WHAT THE EXERCISE ASKS →
Check every line of the data and copy the ones where "lane" appears.

(EXERCISE DATA)

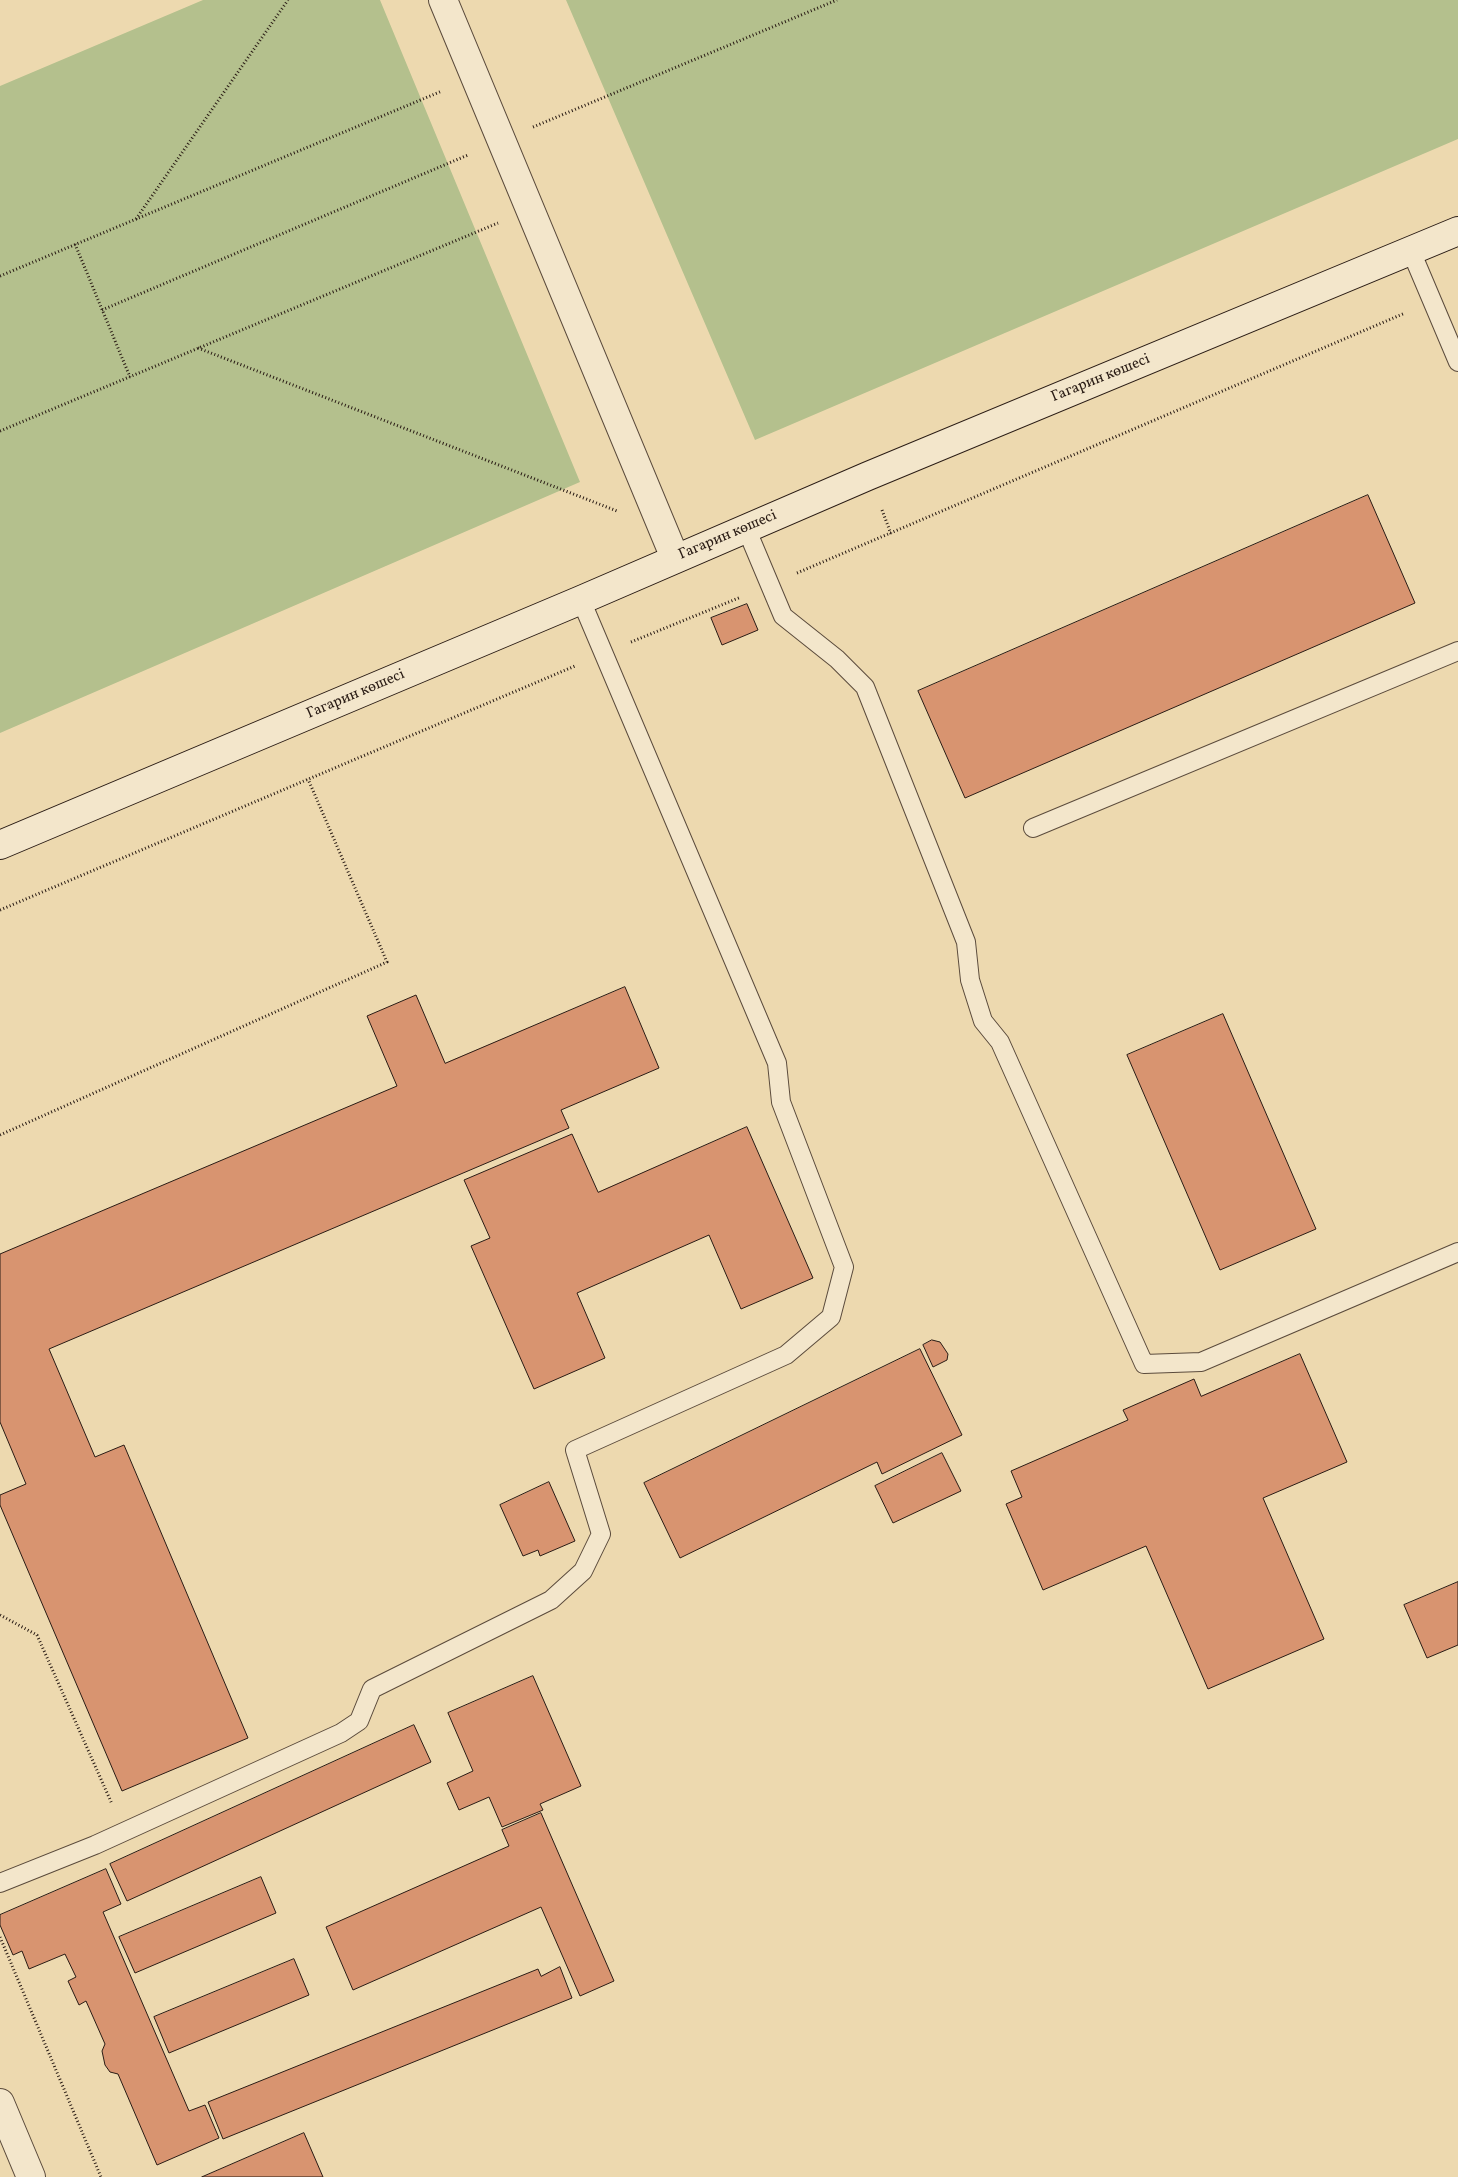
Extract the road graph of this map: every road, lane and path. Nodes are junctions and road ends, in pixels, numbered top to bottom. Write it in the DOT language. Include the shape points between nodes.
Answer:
graph roads {
  1 [pos="288,0"];
  2 [pos="443,0"];
  3 [pos="475,77"];
  4 [pos="530,210"];
  5 [pos="136,219"];
  6 [pos="1458,231"];
  7 [pos="75,244"];
  8 [pos="1411,251"];
  9 [pos="0,276"];
  10 [pos="1432,301"];
  11 [pos="198,348"];
  12 [pos="1458,362"];
  13 [pos="130,377"];
  14 [pos="0,431"];
  15 [pos="868,476"];
  16 [pos="663,528"];
  17 [pos="746,528"];
  18 [pos="891,534"];
  19 [pos="675,558"];
  20 [pos="771,584"];
  21 [pos="581,600"];
  22 [pos="1458,651"];
  23 [pos="604,654"];
  24 [pos="308,779"];
  25 [pos="1033,828"];
  26 [pos="0,845"];
  27 [pos="0,910"];
  28 [pos="0,1135"];
  29 [pos="1458,1252"];
  30 [pos="0,1615"];
  31 [pos="95,1845"];
  32 [pos="0,1883"];
  33 [pos="0,1937"];
  34 [pos="0,2103"];
  35 [pos="31,2177"];
  36 [pos="101,2177"];
  1 -- 5 [label="path"];
  2 -- 3 [label="main road"];
  3 -- 4 [label="main road"];
  3 -- 5 [label="path"];
  4 -- 11 [label="path"];
  4 -- 16 [label="main road"];
  5 -- 7 [label="path"];
  6 -- 8 [label="main road, Гагарин көшесі"];
  7 -- 9 [label="path"];
  7 -- 13 [label="path"];
  8 -- 10 [label="lane"];
  8 -- 15 [label="main road, Гагарин көшесі"];
  10 -- 12 [label="lane"];
  10 -- 18 [label="path"];
  11 -- 13 [label="path"];
  11 -- 16 [label="path"];
  13 -- 14 [label="path"];
  15 -- 17 [label="main road, Гагарин көшесі"];
  15 -- 18 [label="path"];
  16 -- 19 [label="main road"];
  17 -- 19 [label="main road, Гагарин көшесі"];
  17 -- 20 [label="lane"];
  18 -- 20 [label="path"];
  19 -- 21 [label="main road, Гагарин көшесі"];
  20 -- 23 [label="path"];
  20 -- 29 [label="lane" via="783,616 837,659 865,687 966,942 970,980 983,1021 1000,1042 1144,1364 1201,1362"];
  21 -- 23 [label="lane"];
  21 -- 26 [label="main road, Гагарин көшесі"];
  22 -- 25 [label="lane"];
  23 -- 24 [label="path"];
  23 -- 31 [label="lane" via="776,1063 781,1102 844,1268 831,1317 786,1355 575,1450 601,1534 583,1571 551,1600 372,1689 359,1721 341,1733"];
  24 -- 27 [label="path"];
  24 -- 28 [label="path" via="387,962"];
  30 -- 31 [label="path" via="37,1635 114,1809"];
  31 -- 32 [label="lane"];
  33 -- 36 [label="path"];
  34 -- 35 [label="main road"];
}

(End EXERCISE DATA)

SOLVED PROBLEM →
Extract the road graph of this map: every road, lane and path. Nodes are junctions and road ends, in pixels, numbered top to bottom. Write it in the DOT language. Include the shape points between nodes.
  8 -- 10 [label="lane"];
  10 -- 12 [label="lane"];
  17 -- 20 [label="lane"];
  20 -- 29 [label="lane" via="783,616 837,659 865,687 966,942 970,980 983,1021 1000,1042 1144,1364 1201,1362"];
  21 -- 23 [label="lane"];
  22 -- 25 [label="lane"];
  23 -- 31 [label="lane" via="776,1063 781,1102 844,1268 831,1317 786,1355 575,1450 601,1534 583,1571 551,1600 372,1689 359,1721 341,1733"];
  31 -- 32 [label="lane"];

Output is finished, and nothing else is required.